- What the exercise asks
Copy out all lines of the records in which the word "Grochowska" appears.

☆ ☆ ☆ ☆

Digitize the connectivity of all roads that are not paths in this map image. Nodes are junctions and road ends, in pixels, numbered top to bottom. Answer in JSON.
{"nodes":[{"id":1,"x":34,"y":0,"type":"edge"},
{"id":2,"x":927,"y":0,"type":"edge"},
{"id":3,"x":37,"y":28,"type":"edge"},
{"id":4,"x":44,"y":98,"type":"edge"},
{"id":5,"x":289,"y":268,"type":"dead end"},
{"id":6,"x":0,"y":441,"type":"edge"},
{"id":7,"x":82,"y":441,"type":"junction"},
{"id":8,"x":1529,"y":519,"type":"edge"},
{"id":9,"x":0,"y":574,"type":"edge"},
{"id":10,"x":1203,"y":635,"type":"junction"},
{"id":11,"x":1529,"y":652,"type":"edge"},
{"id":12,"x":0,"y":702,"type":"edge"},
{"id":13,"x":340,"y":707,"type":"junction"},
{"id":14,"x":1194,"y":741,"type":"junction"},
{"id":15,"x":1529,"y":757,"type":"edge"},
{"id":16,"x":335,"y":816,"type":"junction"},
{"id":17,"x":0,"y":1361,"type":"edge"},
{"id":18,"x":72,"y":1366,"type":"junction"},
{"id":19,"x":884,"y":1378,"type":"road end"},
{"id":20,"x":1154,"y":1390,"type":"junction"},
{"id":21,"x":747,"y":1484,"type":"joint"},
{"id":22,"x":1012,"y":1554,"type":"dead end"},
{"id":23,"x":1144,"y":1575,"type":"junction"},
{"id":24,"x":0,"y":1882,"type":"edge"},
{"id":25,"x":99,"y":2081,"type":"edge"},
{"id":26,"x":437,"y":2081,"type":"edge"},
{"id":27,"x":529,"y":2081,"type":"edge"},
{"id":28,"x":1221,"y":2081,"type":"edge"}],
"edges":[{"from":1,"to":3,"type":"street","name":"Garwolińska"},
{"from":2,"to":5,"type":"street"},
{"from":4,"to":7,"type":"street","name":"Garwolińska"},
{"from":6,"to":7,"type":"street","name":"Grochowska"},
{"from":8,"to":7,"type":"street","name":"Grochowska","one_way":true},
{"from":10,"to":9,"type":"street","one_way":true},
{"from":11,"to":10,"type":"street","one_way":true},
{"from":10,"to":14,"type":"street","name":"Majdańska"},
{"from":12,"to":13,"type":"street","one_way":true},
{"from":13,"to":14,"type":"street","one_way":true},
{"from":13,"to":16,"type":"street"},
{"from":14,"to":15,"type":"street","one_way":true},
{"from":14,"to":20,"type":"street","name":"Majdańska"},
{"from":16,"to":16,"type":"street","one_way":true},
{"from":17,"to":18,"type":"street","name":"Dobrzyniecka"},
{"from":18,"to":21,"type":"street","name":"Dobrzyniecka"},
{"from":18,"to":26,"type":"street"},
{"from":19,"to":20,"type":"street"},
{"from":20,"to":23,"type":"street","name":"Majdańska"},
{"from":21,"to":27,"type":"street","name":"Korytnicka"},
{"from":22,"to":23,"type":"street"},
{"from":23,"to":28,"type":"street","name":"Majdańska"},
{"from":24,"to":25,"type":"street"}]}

☆ ☆ ☆ ☆

- Written response
{"from":6,"to":7,"type":"street","name":"Grochowska"},
{"from":8,"to":7,"type":"street","name":"Grochowska","one_way":true},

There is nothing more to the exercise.